Large container ship at sea - Top down Aerial Image
Green Corridors: Definitions and Approaches
A Discussion paper from the Global Maritime Forum
August 25 2022
Maritime Green Corridors have swiftly become recognized as one of the most important tools to aid industry and governments in the decarbonization of the maritime sector. Building on the initial conceptualization put forward in The Next Wave (Getting to Zero Coalition, 2021) and the signatories of the Clydebank Declaration (as initiated by the UK Government, 2021), and responding to multiple requests from industry and governments taking an interest in the concept, the paper considers emerging approaches to defining, initiating, and governing Maritime Green Corridors, and puts forward recommendations in each area. These recommendations attempt to reinforce the most effective and impactful approaches while acknowledging the need for flexibility.

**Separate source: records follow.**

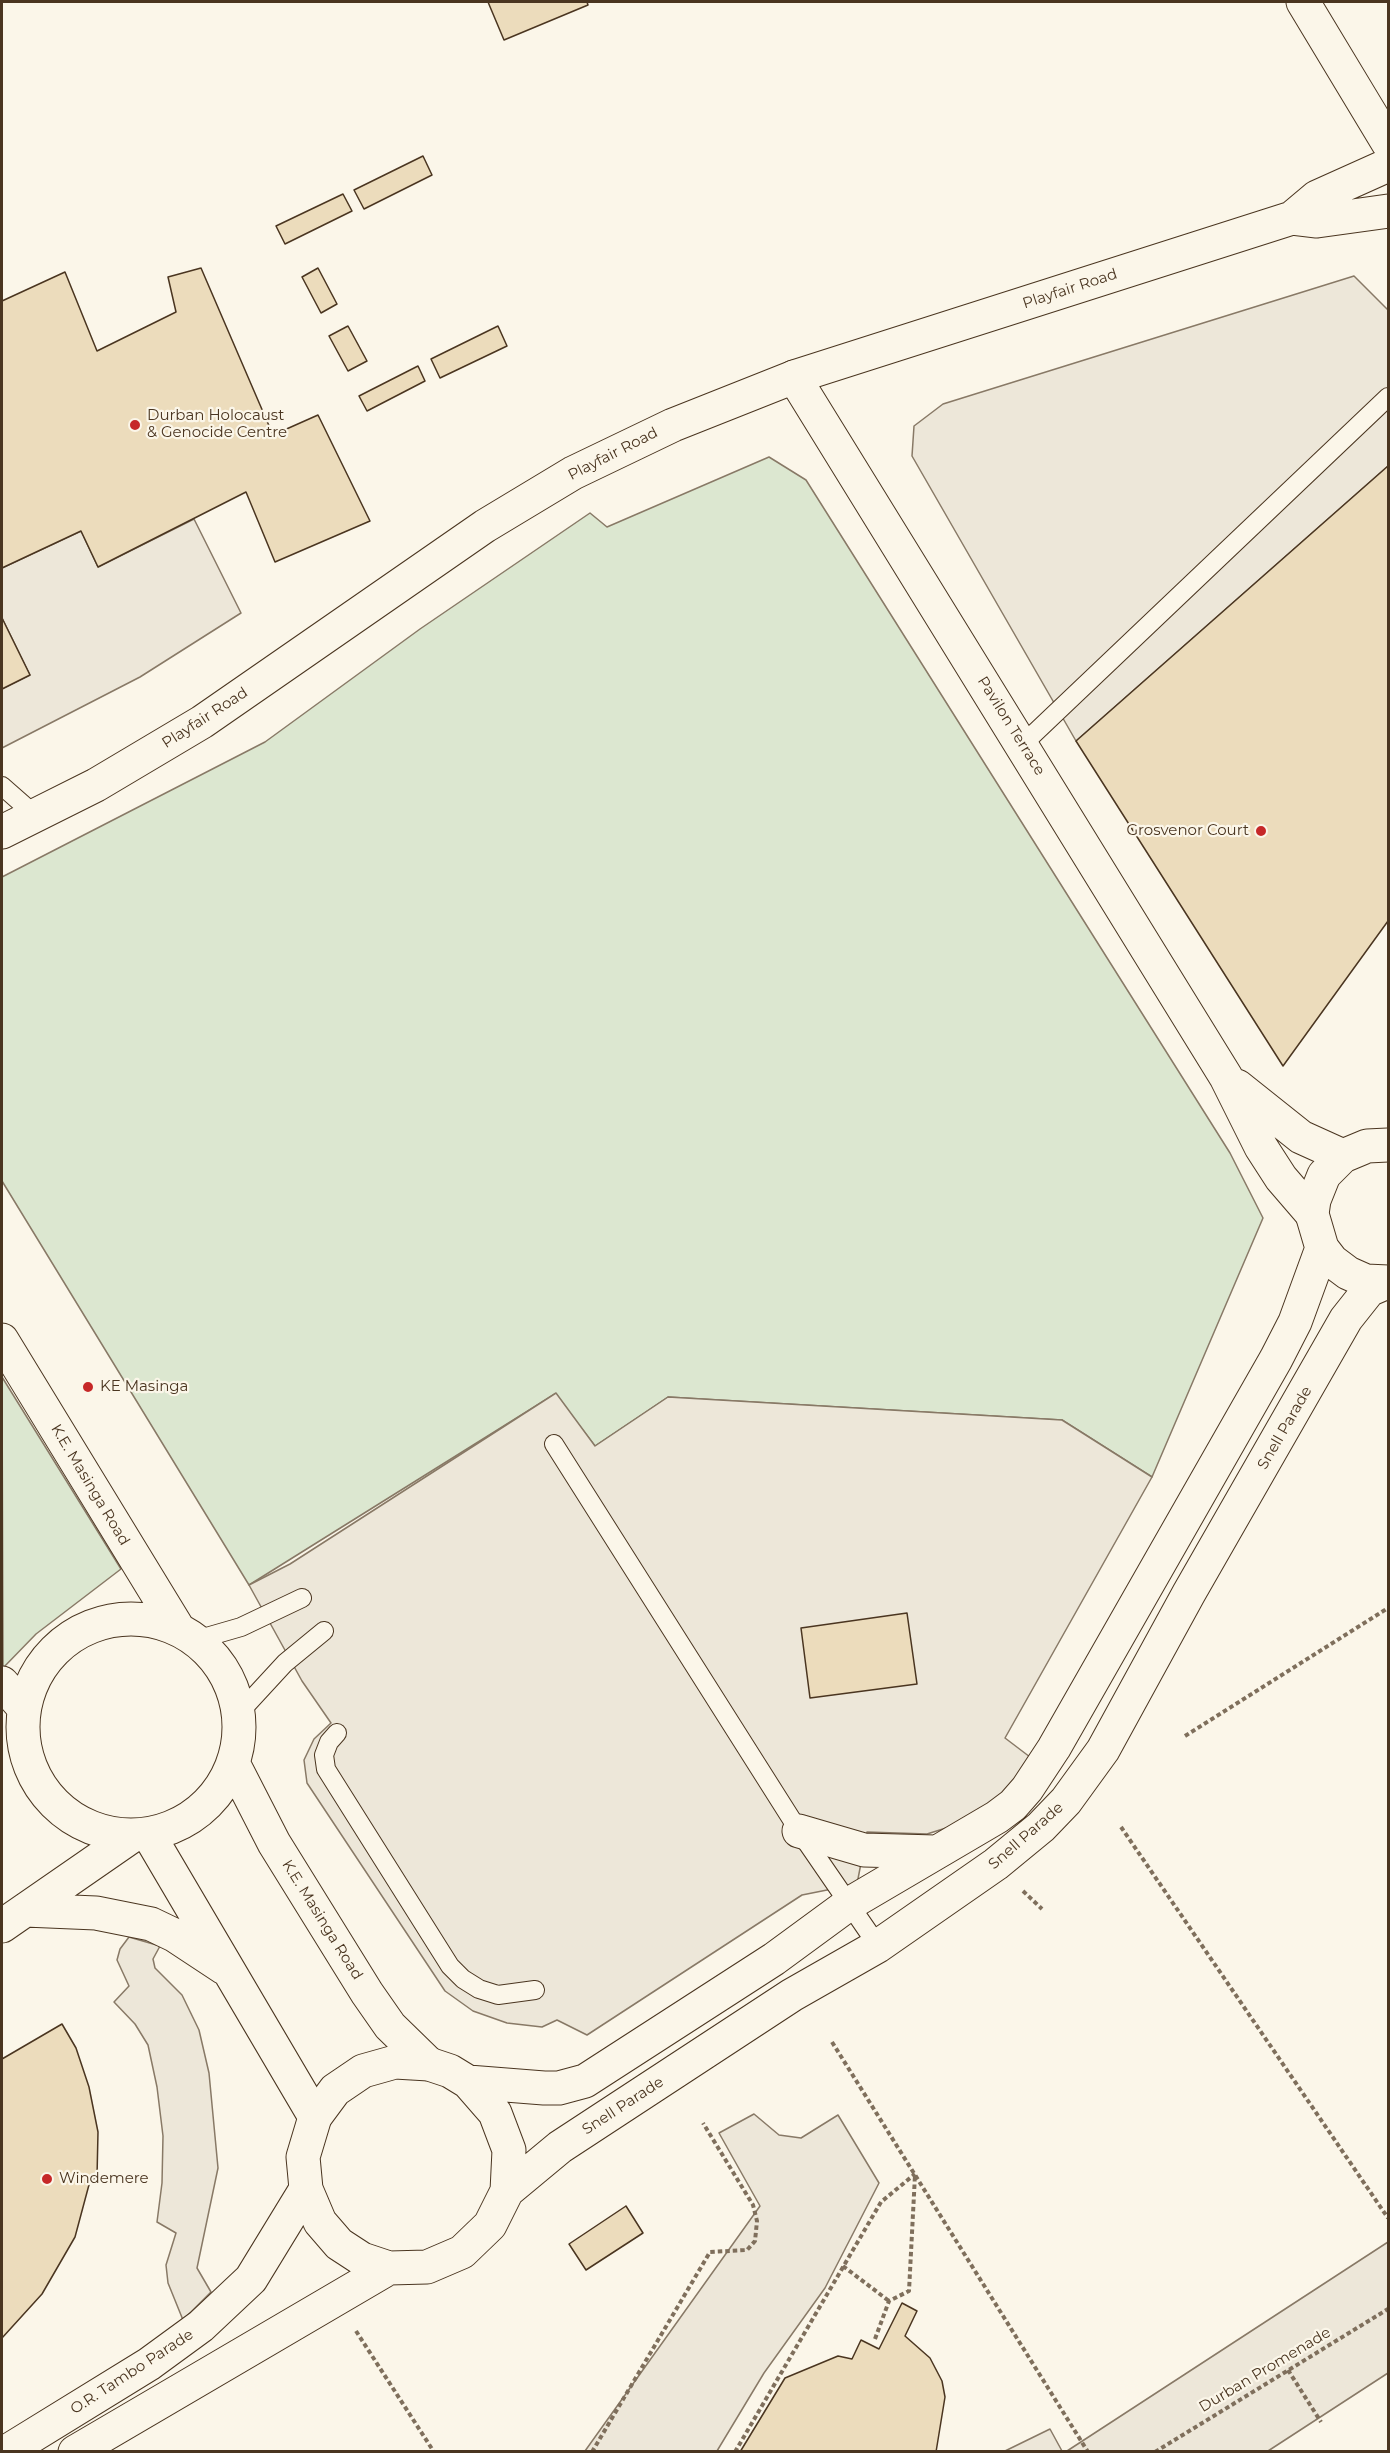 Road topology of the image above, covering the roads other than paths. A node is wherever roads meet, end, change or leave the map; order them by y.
1 (1303, 2) edge
2 (1388, 161) edge
3 (1389, 211) edge
4 (1292, 218) junction
5 (794, 377) junction
6 (1389, 397) edge
7 (1022, 745) junction
8 (2, 786) edge
9 (35, 815) junction
10 (2, 832) edge
11 (1226, 1077) junction
12 (1372, 1144) edge
13 (1312, 1214) junction
14 (1322, 1248) junction
15 (1387, 1282) edge
16 (2, 1340) edge
17 (554, 1444) dead end
18 (302, 1598) dead end
19 (324, 1631) dead end
20 (188, 1635) junction
21 (2, 1683) edge
22 (238, 1714) junction
23 (16, 1720) edge
24 (337, 1733) dead end
25 (233, 1763) junction
26 (799, 1831) junction
27 (141, 1835) junction
28 (937, 1852) junction
29 (849, 1904) junction
30 (14, 1918) edge
31 (878, 1946) junction
32 (233, 1974) junction
33 (535, 1990) dead end
34 (429, 2064) junction
35 (468, 2082) junction
36 (315, 2117) junction
37 (306, 2189) junction
38 (507, 2191) junction
39 (389, 2268) junction
40 (6, 2451) edge
41 (75, 2451) edge

1 - 2 street
2 - 4 street, Playfair Road
3 - 4 street, Playfair Road
4 - 5 street, Playfair Road
5 - 7 street, Pavilon Terrace
5 - 9 street, Playfair Road
6 - 7 lane
7 - 11 street, Pavilon Terrace
8 - 9 lane
9 - 10 street, Playfair Road
11 - 12 street, Pavilon Terrace
11 - 13 street, Pavilon Terrace
12 - 13 street
13 - 14 street, Snell Parade
14 - 15 street, Snell Parade
14 - 28 street
15 - 31 street, Snell Parade
16 - 20 street, K.E. Masinga Road
17 - 26 lane
18 - 20 lane
19 - 22 lane
20 - 22 street
20 - 23 street
21 - 23 street
22 - 25 street
23 - 27 street
24 - 33 lane
25 - 27 street
25 - 34 street, K.E. Masinga Road
26 - 28 street
26 - 29 lane
27 - 30 street
27 - 32 street
28 - 29 street
29 - 31 lane
29 - 35 street
30 - 32 street
31 - 38 street, Snell Parade
32 - 36 street
34 - 35 street
34 - 36 street
35 - 38 street
36 - 37 street
37 - 39 street
37 - 40 street, O.R. Tambo Parade
38 - 39 street
39 - 41 street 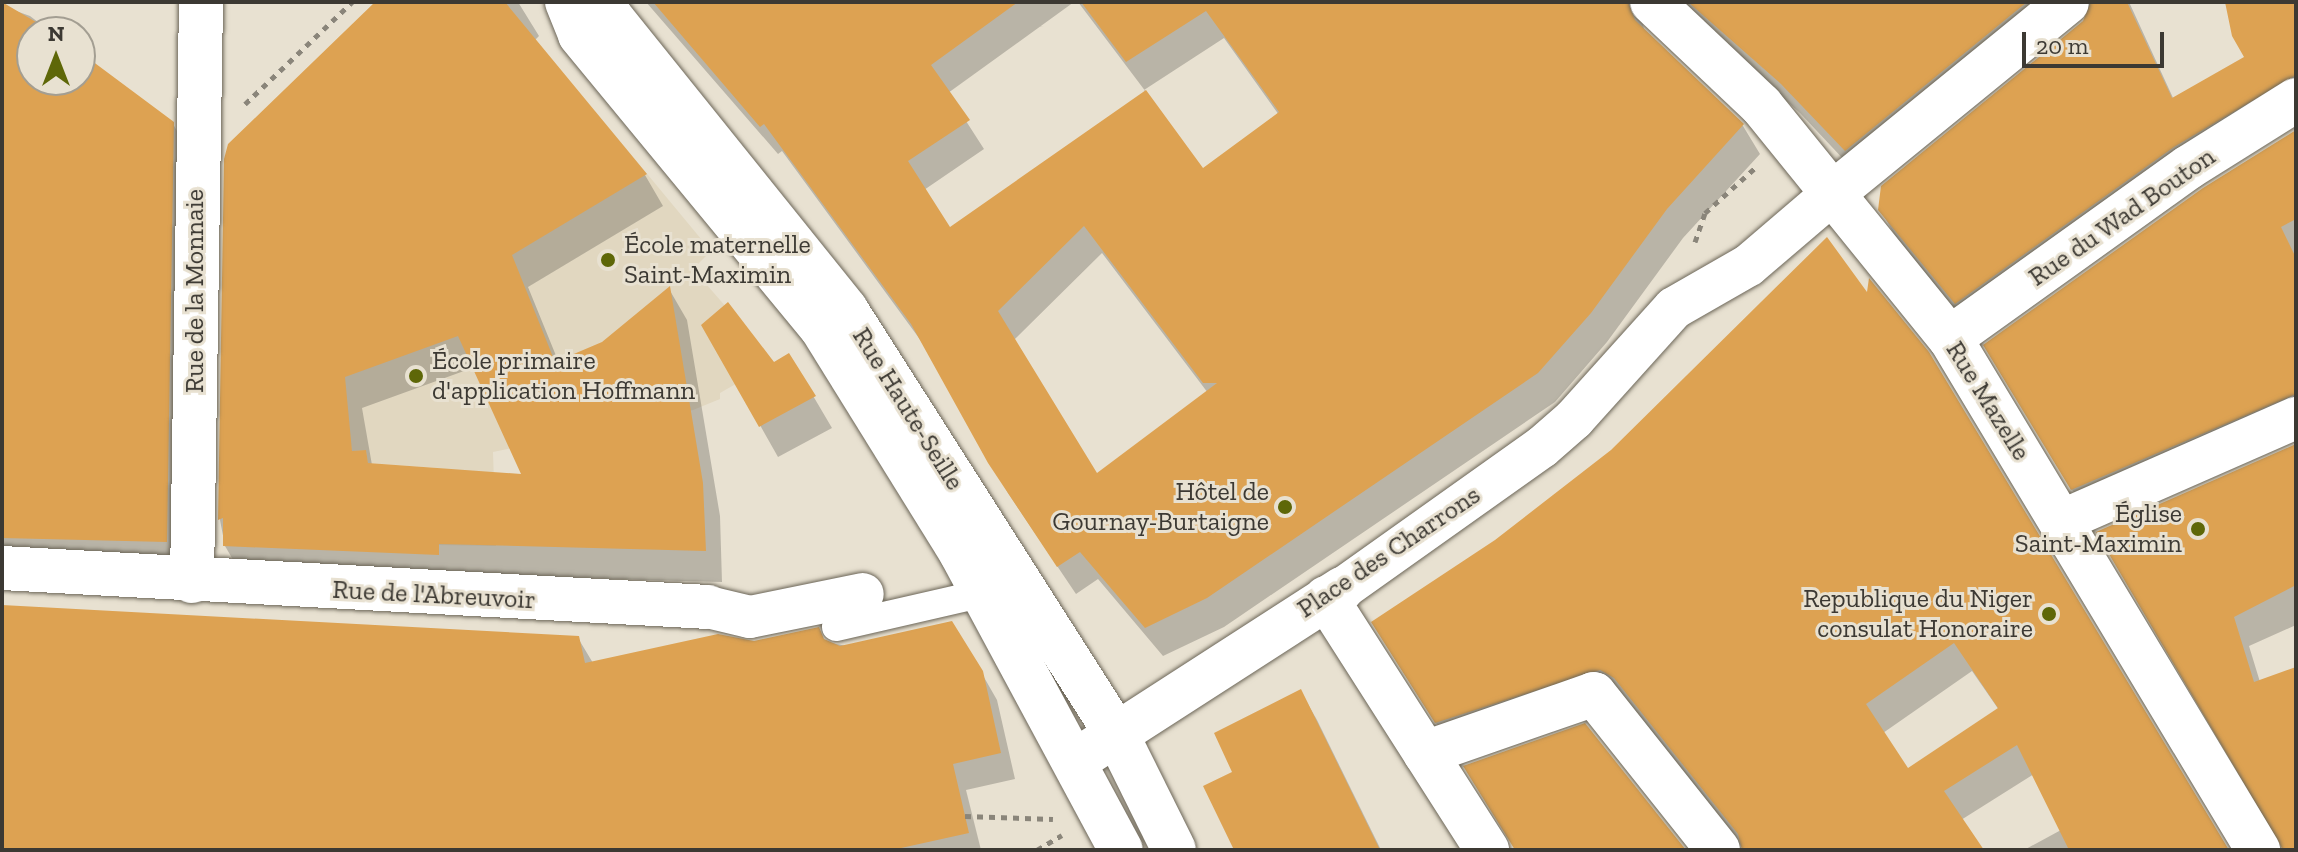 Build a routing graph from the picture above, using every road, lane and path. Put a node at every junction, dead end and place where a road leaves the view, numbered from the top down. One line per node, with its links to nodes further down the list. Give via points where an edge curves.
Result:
1 (201, 2): 8 (street, Rue de la Monnaie)
2 (352, 2): 8 (path, via 234,115)
3 (567, 2): 17 (street, Rue Haute-Seille, via 580,35 821,327)
4 (593, 2): 17 (street, Rue Haute-Seille, via 610,16 846,310)
5 (1652, 2): 9 (street, Rue Mazelle, via 1761,105)
6 (2067, 2): 10 (street)
7 (2296, 100): 12 (street, Rue du Wad Bouton, via 2189,167)
8 (196, 115): 16 (street, Rue de la Monnaie)
9 (1787, 138): 10 (street, Rue Mazelle); 11 (path, via 1705,213)
10 (1832, 194): 11 (street, Place des Charrons, via 1749,265); 12 (street, Rue Mazelle)
11 (1674, 308): 19 (street, Place des Charrons, via 1542,447)
12 (1950, 338): 14 (street, Rue Mazelle)
13 (2296, 418): 14 (street)
14 (2061, 521): 31 (street, Rue Mazelle)
15 (2, 568): 16 (street, Rue de l'Abreuvoir)
16 (192, 581): 20 (street, Rue de l'Abreuvoir)
17 (1001, 589): 21 (lane); 22 (street, Rue Haute-Seille); 24 (street, Rue Haute-Seille)
18 (863, 594): 20 (street, Rue de l'Abreuvoir, via 750,617)
19 (1334, 594): 22 (street, Place des Charrons); 23 (street)
20 (708, 607)
21 (836, 627)
22 (1117, 735): 24 (street, Place des Charrons); 28 (street, Rue Haute-Seille)
23 (1425, 753): 29 (street); 30 (street, via 1594,694)
24 (1075, 761): 27 (street, Rue Haute-Seille)
25 (965, 816): 26 (path)
26 (1056, 819)
27 (1121, 850)
28 (1174, 850)
29 (1487, 850)
30 (1718, 850)
31 (2258, 850)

By definitions, this paper means the first principles and terms of engagement being used to underpin action on Green Corridors. It takes the simple approach of examining how different actors are defining “Green” – in terms of types of impact and level of ambition – as well as how they define a “Corridor” in terms of operational scope and emphasis.
By initiating actions, this paper means the approaches taken to prioritizing different corridors, engaging stakeholders, assessing feasibility and requirements, and “route mapping” the corridor’s overall development. Because the eventual governance of Corridors can take multiple forms (see below), these initial actions can be emergent and (ideally) complementary efforts undertaken in parallel or in coordination with each other.
By implementation, this paper means the approaches taken to governing and managing the many actions needed to deliver a Maritime Green Corridor. While implementation of policies and deployment of technologies has yet to begin, some of the alternative approaches to governance and management can already be identified.
This discussion paper is not built on formal research, but reflects the ongoing conversations held by the Global Maritime Forum with its partners, interested governments and leading actors in emerging Corridors. Members of the Getting to Zero Coalition’s Global Green Corridors Advisory Group provided feedback and input to draft versions.